I don't have time to work on this myself. I'll create a ticket and see if I can find someone to investigate.

Thanks,
   Felix


>
> Andrey
>
> On 10/17/19 5:29 PM, Kuehling, Felix wrote:
>> I don't see why this problem would be specific to Arcturus. I don't 
>> see any excessive allocations on the stack either. Also the code 
>> involved here hasn't changed recently.
>>
>> Are you using some weird kernel config with a smaller stack? Is it 
>> specific to a compiler version or some optimization flags? I've 
>> sometimes seen function inlining cause excessive stack usage.
>>
>> Regards,
>>      Felix
>>
>> On 2019-10-17 4:09 p.m., Grodzovsky, Andrey wrote:
>>> He Felix - I see this on boot when working with Arcturus.
>>>
>>> Andrey
>>>
>>>
>>> [  103.602092] kfd kfd: Allocated 3969056 bytes on gart [  
>>> 103.610769] 
>>> ==================================================================
>>> [  103.611469] BUG: KASAN: stack-out-of-bounds in
>>> kfd_create_vcrat_image_gpu+0x5db/0xb80 [amdgpu] [  103.611646] Read 
>>> of size 4 at addr ffff8883cb19ee38 by task modprobe/1122
>>>
>>> [  103.611836] CPU: 3 PID: 1122 Comm: modprobe Tainted: G O      
>>> 5.3.0-rc3+ #45 [  103.611847] Hardware name: System manufacturer 
>>> System Product Name/Z170-PRO, BIOS 1902 06/27/2016 [  103.611856] 
>>> Call Trace:
>>> [  103.611879]  dump_stack+0x71/0xab [  103.611907]  

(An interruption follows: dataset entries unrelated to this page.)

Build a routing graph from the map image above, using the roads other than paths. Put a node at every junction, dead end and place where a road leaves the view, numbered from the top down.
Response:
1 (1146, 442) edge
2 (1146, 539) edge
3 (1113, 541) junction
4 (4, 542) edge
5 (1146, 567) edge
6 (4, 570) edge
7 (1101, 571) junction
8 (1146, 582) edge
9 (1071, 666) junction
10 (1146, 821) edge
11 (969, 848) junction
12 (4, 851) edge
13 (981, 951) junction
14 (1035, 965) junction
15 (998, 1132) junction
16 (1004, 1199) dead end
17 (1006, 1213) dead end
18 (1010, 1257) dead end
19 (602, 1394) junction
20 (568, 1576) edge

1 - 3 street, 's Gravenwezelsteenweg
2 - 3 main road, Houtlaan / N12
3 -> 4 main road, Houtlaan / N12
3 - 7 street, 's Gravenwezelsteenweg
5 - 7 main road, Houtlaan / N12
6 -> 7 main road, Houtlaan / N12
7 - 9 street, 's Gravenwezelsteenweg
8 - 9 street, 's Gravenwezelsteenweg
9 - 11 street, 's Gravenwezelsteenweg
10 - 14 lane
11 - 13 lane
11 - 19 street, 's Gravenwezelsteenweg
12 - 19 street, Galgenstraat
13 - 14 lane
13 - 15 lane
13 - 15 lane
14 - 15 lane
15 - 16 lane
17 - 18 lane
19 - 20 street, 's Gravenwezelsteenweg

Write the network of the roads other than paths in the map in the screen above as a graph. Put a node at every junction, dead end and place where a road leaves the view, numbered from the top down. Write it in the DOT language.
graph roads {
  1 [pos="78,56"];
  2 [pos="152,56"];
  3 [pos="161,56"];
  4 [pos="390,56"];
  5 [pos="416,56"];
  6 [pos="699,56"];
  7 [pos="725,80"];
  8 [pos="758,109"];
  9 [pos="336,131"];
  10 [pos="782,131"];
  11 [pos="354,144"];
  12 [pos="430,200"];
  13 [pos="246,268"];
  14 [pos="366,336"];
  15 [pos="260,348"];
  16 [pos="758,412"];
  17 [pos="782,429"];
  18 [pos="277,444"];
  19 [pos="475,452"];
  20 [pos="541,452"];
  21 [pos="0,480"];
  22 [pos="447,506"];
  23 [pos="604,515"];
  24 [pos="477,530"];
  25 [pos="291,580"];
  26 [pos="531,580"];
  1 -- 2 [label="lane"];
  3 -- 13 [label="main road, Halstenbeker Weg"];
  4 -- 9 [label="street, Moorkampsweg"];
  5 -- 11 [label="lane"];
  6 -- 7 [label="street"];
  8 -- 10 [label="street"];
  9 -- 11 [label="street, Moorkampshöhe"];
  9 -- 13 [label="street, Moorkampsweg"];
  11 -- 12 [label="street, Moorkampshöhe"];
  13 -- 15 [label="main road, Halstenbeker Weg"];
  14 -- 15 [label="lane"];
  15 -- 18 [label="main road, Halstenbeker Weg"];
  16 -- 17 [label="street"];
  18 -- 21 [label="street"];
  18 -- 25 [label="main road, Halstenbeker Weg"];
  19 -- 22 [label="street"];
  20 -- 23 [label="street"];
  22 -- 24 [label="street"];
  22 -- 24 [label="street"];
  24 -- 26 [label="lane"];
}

>>> print_address_description+0x1da/0x3c0
>>> [  103.612453]  ? kfd_create_vcrat_image_gpu+0x5db/0xb80 [amdgpu] [  
>>> 103.612479]  __kasan_report+0x13f/0x1a0 [  103.613022]  ? 
>>> kfd_create_vcrat_image_gpu+0x5db/0xb80 [amdgpu] [  103.613580]  ? 
>>> kfd_create_vcrat_image_gpu+0x5db/0xb80 [amdgpu] [  103.613604]  
>>> kasan_report+0xe/0x20 [  103.614149]  
>>> kfd_create_vcrat_image_gpu+0x5db/0xb80 [amdgpu] [  103.614762]  ? 
>>> kfd_fill_gpu_memory_affinity+0x110/0x110 [amdgpu] [  103.614796]  ? 
>>> __alloc_pages_nodemask+0x2c9/0x560
>>> [  103.614824]  ? __alloc_pages_slowpath+0x1390/0x1390
>>> [  103.614898]  ? kmalloc_order+0x63/0x70 [  103.615469]  
>>> kfd_create_crat_image_virtual+0x70c/0x770 [amdgpu] [  103.616054]  ? 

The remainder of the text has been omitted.